Stored items

┌────────

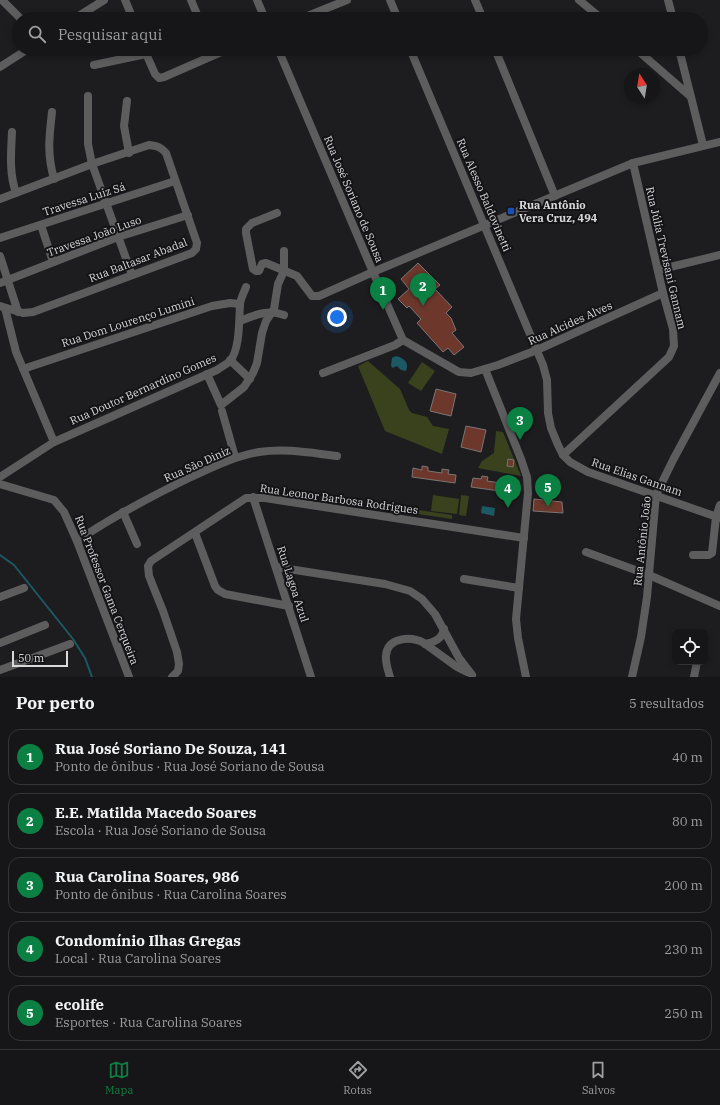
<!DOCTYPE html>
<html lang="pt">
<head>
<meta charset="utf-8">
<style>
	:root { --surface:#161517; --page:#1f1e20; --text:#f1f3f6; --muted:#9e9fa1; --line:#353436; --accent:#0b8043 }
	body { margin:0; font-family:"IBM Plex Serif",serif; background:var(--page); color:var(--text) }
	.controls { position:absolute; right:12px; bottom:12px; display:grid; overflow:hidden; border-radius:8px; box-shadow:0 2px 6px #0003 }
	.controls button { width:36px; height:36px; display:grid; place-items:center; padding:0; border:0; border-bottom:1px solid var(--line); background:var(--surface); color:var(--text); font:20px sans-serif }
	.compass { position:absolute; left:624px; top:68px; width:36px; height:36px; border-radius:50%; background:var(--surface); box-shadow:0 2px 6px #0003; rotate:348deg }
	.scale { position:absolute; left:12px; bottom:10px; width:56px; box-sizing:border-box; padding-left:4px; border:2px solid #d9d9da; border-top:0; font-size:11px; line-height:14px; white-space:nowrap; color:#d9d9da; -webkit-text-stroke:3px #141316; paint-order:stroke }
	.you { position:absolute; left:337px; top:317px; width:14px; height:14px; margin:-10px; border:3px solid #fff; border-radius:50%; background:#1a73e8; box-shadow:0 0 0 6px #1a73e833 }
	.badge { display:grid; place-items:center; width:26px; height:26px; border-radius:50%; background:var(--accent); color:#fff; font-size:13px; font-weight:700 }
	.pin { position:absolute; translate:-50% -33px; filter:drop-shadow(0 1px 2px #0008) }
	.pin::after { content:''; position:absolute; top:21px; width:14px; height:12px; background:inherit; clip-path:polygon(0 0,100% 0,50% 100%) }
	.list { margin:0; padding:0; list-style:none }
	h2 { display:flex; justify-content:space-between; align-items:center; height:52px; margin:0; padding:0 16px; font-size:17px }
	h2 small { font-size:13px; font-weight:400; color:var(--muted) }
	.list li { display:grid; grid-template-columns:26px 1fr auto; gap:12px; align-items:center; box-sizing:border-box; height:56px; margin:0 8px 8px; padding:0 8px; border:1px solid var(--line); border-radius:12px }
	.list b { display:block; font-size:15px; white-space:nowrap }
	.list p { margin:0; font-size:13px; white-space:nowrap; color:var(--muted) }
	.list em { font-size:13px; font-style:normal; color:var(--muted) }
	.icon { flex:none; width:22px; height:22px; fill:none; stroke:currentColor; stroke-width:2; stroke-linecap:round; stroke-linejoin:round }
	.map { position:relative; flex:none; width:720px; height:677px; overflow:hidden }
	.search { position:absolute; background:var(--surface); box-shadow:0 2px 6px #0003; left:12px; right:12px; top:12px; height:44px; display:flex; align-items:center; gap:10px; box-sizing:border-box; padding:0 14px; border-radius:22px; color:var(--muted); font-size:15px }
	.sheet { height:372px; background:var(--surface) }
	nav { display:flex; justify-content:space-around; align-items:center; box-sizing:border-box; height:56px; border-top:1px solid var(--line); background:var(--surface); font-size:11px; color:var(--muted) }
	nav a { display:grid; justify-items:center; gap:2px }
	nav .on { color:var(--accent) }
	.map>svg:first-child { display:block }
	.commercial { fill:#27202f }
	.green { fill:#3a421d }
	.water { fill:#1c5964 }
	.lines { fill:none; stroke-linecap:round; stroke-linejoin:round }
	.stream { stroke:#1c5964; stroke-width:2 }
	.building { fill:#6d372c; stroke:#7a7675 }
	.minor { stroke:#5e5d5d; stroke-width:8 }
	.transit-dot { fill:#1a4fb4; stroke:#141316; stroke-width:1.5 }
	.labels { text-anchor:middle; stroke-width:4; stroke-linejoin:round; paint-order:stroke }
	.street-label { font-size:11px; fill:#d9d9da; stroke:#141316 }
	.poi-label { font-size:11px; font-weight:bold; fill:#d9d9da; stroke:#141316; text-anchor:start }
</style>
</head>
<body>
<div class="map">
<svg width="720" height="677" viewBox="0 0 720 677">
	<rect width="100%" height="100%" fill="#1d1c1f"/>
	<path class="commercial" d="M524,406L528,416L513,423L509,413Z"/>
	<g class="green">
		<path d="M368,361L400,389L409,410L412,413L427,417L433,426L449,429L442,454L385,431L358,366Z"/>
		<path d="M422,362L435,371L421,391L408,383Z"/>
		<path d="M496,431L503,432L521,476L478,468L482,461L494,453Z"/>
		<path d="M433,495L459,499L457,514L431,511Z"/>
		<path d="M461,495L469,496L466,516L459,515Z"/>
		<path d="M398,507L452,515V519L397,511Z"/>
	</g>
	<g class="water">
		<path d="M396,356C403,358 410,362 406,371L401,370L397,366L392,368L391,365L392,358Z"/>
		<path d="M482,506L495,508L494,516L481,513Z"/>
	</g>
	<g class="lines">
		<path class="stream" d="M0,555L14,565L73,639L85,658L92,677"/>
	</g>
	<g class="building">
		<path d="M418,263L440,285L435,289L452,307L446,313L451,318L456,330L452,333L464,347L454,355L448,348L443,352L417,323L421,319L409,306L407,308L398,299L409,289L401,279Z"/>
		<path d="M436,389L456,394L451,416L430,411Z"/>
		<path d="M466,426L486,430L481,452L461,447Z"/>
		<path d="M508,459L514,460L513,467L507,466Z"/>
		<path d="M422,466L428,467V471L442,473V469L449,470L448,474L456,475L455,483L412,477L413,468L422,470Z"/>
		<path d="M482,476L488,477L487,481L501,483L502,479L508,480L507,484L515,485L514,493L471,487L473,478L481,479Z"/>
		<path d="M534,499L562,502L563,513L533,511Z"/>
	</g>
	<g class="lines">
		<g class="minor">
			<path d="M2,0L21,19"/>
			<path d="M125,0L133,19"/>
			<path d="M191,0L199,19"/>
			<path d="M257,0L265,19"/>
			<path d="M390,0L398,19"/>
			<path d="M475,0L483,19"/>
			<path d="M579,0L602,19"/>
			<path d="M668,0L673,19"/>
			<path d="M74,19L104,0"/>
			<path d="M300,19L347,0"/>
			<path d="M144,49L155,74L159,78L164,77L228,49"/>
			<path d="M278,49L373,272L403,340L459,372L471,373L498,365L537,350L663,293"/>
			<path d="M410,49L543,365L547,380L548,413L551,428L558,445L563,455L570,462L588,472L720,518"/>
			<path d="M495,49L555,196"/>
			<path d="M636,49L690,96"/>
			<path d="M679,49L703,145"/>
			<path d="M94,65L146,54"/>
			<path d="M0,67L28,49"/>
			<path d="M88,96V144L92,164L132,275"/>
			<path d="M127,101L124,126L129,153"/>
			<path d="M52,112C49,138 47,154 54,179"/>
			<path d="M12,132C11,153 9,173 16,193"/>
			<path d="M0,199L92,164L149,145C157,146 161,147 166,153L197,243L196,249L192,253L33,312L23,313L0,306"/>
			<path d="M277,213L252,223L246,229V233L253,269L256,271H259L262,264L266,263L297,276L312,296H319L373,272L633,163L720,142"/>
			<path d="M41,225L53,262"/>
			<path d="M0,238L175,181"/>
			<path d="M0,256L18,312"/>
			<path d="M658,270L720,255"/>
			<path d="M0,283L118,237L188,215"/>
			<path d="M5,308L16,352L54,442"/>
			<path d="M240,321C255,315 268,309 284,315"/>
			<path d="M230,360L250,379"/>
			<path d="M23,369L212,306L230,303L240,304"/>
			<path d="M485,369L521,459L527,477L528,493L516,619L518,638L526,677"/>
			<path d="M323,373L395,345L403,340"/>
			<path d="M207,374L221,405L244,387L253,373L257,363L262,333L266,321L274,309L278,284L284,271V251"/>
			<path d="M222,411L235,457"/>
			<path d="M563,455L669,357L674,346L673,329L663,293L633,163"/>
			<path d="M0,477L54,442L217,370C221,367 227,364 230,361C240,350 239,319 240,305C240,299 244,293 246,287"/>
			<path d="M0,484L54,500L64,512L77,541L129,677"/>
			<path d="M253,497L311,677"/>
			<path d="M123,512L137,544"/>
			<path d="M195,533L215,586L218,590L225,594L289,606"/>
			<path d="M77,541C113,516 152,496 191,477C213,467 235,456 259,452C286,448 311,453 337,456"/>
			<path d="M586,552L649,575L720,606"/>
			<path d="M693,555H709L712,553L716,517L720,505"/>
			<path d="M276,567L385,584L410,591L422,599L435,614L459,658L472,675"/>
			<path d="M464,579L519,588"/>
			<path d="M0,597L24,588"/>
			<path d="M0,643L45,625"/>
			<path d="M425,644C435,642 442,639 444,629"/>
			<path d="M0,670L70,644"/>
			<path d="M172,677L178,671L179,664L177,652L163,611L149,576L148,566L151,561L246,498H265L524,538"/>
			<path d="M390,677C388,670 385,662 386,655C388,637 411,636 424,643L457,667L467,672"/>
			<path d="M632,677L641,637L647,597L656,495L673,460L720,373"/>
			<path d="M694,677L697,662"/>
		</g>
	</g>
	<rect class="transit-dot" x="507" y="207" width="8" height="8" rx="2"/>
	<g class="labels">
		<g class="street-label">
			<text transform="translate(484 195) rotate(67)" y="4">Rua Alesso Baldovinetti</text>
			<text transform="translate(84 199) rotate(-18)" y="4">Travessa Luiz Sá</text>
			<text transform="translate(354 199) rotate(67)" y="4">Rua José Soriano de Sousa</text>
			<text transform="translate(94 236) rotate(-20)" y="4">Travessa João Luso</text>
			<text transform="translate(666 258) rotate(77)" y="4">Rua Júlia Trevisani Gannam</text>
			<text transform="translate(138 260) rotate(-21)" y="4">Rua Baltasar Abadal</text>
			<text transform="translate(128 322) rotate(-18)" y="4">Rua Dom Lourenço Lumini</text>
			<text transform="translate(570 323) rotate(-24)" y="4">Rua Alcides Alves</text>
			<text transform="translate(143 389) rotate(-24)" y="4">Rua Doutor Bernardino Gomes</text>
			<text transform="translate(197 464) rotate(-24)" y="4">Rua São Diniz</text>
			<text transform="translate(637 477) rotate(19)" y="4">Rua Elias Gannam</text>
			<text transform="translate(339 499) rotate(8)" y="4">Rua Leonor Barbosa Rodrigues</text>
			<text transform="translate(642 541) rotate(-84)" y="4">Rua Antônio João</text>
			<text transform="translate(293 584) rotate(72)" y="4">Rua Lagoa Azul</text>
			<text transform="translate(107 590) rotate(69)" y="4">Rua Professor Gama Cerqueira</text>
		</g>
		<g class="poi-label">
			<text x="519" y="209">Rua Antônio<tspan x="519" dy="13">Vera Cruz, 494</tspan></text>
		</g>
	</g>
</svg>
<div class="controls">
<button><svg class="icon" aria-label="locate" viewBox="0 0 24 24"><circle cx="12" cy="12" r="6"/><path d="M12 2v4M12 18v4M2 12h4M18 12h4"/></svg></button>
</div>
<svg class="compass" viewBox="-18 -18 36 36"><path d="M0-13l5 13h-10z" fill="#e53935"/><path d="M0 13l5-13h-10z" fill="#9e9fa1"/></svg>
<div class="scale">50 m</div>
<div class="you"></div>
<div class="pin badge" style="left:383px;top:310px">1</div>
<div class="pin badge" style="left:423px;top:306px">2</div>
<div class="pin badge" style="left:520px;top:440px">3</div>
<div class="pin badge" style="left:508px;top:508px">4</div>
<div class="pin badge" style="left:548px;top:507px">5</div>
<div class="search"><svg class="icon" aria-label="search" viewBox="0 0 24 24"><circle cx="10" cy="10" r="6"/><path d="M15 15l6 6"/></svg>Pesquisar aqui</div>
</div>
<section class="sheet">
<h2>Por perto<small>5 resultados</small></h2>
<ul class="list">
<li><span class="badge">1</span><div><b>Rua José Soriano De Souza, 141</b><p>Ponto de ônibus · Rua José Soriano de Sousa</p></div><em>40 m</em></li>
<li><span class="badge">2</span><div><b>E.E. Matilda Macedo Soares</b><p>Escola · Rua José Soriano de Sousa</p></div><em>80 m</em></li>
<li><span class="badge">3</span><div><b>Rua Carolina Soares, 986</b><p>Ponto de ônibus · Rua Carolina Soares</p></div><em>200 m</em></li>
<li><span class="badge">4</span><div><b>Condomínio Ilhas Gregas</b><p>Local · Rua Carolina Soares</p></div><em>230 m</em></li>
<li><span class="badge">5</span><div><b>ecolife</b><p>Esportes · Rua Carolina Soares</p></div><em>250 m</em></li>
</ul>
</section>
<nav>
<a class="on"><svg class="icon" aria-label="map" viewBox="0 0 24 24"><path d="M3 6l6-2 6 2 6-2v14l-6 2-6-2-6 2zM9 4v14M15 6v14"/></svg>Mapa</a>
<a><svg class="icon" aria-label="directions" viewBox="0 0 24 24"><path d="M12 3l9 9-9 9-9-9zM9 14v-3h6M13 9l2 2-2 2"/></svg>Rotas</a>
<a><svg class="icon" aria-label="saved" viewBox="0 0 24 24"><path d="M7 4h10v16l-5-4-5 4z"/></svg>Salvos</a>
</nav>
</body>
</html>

└────────

_Required work_. Your task is to say how many lines in the entries above contain the word "body". Please write only the number.

_Solution_. 3